What to produce: Write out, with no changes, every line starting at the one that contains "thumb ip: (294, 171)" and ending at the last line of the data below. Leave pictures out.

Data for processing:
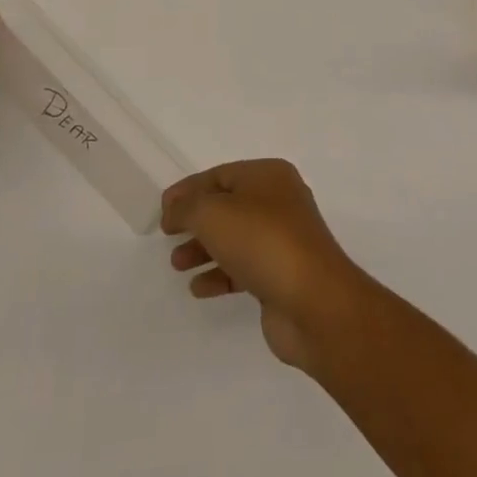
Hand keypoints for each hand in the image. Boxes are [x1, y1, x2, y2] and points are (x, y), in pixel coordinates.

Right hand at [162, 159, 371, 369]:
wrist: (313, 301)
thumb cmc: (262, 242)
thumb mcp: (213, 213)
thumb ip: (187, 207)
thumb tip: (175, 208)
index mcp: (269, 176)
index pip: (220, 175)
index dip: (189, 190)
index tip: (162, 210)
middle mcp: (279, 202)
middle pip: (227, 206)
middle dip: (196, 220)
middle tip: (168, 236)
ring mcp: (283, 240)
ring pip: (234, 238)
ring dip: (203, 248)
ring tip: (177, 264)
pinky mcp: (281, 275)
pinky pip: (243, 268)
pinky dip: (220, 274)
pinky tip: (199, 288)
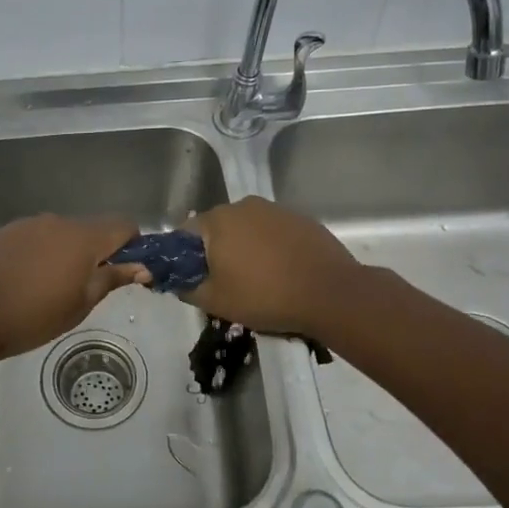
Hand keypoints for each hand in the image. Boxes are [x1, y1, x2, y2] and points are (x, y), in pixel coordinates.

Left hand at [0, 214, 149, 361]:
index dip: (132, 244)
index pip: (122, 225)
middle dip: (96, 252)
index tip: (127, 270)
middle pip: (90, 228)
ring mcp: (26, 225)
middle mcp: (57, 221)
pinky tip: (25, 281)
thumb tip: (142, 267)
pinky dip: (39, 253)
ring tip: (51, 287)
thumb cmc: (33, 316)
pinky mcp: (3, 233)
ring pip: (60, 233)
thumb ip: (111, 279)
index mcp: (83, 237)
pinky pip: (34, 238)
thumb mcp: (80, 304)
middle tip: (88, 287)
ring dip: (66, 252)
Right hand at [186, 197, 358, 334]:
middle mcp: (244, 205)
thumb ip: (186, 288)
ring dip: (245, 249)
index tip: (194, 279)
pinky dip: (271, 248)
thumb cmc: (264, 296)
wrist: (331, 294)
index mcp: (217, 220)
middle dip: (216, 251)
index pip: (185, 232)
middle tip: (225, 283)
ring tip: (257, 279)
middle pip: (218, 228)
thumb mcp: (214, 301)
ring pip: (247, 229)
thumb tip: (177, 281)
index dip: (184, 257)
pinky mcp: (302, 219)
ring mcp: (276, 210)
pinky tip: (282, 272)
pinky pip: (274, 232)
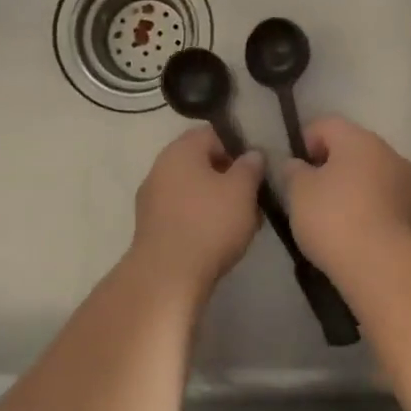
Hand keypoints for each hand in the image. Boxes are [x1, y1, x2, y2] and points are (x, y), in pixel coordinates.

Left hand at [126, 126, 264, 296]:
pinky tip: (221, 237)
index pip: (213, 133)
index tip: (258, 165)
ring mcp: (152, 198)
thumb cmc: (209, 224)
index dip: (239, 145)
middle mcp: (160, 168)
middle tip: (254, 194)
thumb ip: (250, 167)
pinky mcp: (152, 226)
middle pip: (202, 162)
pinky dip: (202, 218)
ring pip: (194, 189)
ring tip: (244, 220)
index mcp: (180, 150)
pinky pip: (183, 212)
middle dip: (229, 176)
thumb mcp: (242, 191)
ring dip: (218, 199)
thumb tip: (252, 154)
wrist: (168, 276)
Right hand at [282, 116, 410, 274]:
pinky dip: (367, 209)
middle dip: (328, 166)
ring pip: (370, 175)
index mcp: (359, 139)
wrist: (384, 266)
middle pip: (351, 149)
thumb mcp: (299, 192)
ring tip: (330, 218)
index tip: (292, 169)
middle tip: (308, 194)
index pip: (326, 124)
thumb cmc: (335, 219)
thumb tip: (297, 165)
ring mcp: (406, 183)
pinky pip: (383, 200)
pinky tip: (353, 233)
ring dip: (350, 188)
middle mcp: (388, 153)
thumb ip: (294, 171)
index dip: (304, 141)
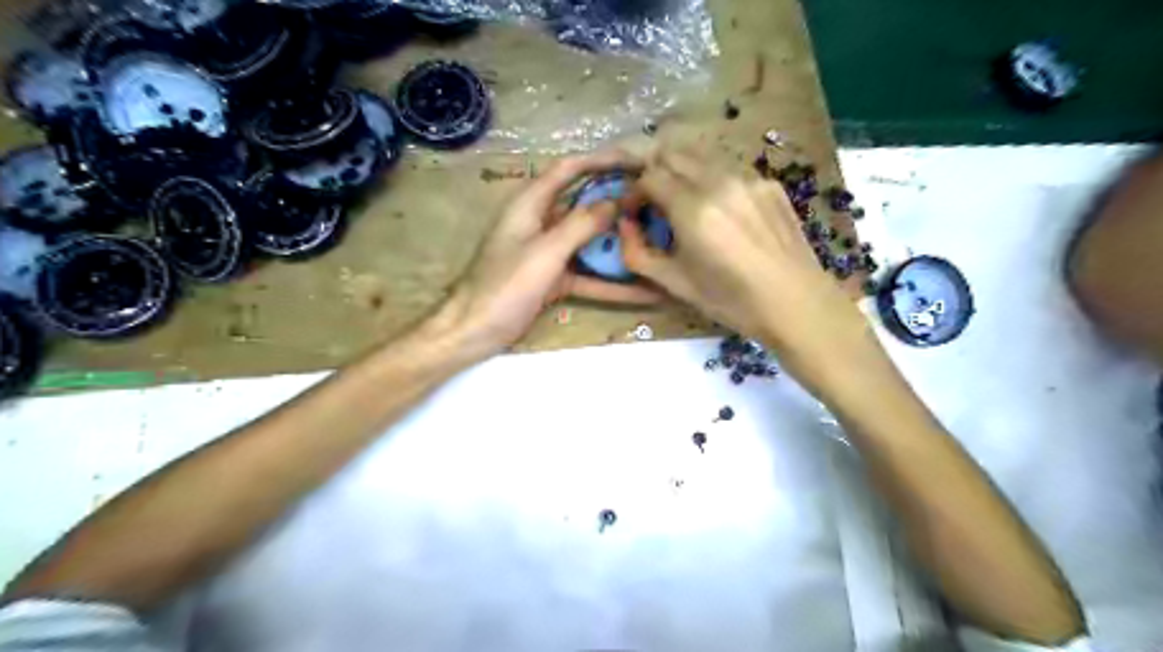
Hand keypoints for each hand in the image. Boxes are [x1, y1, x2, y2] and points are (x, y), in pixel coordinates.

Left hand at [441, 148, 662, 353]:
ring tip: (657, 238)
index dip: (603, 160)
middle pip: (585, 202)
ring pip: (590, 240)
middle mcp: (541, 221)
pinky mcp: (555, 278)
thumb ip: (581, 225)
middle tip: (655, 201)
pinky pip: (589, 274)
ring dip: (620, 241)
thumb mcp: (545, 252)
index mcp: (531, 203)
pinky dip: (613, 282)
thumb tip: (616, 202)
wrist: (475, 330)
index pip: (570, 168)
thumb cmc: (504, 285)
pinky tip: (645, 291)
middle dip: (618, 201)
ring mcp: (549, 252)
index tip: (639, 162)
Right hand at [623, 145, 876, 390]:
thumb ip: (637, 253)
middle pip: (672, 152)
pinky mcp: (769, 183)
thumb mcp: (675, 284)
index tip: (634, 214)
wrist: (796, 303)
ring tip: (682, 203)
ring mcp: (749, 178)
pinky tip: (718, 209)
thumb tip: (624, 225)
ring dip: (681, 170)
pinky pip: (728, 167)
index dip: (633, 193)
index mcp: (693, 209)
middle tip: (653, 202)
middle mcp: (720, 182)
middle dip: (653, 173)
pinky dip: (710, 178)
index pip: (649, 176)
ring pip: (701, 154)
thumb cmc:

Solution for this exercise:
thumb ip: (294, 171)
index dip: (304, 141)
Hand keypoints for each hand in the image. Boxes are [x1, y1, x2, y2] and points are (x, y), in pixel coordinates.

Left hand at [441, 148, 662, 353]:
ring tip: (657, 238)
index dip: (603, 160)
middle pip: (585, 202)
ring pip: (590, 240)
middle mcp: (541, 221)
pinky mcp: (555, 278)
thumb ip: (581, 225)
middle tip: (655, 201)
pinky pip: (589, 274)
ring dip: (620, 241)
thumb mcp: (545, 252)
index mcp: (531, 203)
pinky dip: (613, 282)
thumb tip: (616, 202)
wrist: (475, 330)
index pip: (570, 168)
thumb cmc: (504, 285)
pinky tip: (645, 291)
middle dip: (618, 201)
ring mcp: (549, 252)
index tip: (639, 162)
Right hand at [623, 145, 876, 390]:
thumb ip: (637, 253)
middle pip: (672, 152)
pinky mcp: (769, 183)
thumb mcp: (675, 284)
index tip: (634, 214)
wrist: (796, 303)
ring tip: (682, 203)
ring mcp: (749, 178)
pinky tip: (718, 209)
thumb tip: (624, 225)
ring dip: (681, 170)
pinky pip: (728, 167)
index dip: (633, 193)
index mcp: (693, 209)
middle tip: (653, 202)
middle mcp: (720, 182)
middle dip: (653, 173)
pinky dip: (710, 178)
index pip: (649, 176)
ring pip: (701, 154)
thumb cmc:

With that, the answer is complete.